:: Your goal ::
Search the records below for the word "names" and show every line where it occurs.

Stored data
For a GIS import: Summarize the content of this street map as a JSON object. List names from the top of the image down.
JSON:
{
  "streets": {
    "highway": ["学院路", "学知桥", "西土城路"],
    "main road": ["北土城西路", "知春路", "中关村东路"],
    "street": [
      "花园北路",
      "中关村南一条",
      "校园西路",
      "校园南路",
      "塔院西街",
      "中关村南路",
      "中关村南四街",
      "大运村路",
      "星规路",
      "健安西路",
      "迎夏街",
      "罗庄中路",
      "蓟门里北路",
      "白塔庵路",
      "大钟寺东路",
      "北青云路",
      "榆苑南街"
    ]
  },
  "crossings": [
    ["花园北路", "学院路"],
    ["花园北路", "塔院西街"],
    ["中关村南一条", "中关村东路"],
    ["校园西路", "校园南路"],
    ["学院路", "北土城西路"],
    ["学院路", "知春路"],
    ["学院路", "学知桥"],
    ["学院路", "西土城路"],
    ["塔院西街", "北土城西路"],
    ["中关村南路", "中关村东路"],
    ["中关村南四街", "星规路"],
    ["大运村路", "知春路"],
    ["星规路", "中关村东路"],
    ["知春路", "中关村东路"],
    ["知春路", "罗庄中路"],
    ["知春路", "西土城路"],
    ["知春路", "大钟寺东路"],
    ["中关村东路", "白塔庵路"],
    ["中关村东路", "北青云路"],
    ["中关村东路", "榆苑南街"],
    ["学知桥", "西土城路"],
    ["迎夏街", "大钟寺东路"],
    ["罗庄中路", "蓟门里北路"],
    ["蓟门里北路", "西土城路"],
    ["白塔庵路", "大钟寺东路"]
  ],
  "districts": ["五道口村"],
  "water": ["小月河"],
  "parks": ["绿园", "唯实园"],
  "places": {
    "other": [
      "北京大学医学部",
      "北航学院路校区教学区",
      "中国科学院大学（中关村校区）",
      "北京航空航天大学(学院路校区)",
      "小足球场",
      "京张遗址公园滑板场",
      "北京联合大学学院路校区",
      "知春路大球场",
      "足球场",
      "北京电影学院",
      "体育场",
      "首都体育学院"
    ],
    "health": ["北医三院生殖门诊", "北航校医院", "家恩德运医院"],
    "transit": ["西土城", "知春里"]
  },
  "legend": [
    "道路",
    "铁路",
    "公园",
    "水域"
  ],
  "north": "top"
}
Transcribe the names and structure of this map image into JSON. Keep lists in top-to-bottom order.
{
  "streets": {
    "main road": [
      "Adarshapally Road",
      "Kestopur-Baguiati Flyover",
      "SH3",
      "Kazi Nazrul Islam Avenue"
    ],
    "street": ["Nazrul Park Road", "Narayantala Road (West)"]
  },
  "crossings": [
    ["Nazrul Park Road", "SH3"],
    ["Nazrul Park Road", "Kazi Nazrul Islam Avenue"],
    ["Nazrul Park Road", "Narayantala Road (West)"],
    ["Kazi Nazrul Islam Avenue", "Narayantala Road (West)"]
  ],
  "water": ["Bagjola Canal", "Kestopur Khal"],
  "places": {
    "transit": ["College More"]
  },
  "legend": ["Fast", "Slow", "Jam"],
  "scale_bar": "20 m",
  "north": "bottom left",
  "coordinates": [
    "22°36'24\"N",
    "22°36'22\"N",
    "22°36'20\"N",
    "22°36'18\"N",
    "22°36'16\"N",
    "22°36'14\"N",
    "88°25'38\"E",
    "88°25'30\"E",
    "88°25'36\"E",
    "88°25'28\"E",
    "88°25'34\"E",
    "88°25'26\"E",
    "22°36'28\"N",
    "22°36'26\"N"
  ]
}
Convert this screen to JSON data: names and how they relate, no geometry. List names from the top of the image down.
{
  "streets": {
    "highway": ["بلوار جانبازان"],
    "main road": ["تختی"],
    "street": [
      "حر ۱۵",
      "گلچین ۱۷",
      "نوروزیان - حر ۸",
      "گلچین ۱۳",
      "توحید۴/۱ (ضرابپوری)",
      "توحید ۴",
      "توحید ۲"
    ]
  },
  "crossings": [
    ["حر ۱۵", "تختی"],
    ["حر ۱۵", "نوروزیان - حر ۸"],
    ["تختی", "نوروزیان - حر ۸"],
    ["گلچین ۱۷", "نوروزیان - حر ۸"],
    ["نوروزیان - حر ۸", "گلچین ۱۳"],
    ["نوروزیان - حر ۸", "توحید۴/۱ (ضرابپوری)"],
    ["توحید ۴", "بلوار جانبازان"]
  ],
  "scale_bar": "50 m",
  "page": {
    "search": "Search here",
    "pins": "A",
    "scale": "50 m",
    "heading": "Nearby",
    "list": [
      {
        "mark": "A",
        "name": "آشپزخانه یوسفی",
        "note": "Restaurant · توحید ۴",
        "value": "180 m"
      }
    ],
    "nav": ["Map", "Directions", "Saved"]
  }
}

:: Your solution ::
For a GIS import: Summarize the content of this street map as a JSON object. List names from the top of the image down.
Transcribe the names and structure of this map image into JSON. Keep lists in top-to-bottom order.
Convert this screen to JSON data: names and how they relate, no geometry. List names from the top of the image down.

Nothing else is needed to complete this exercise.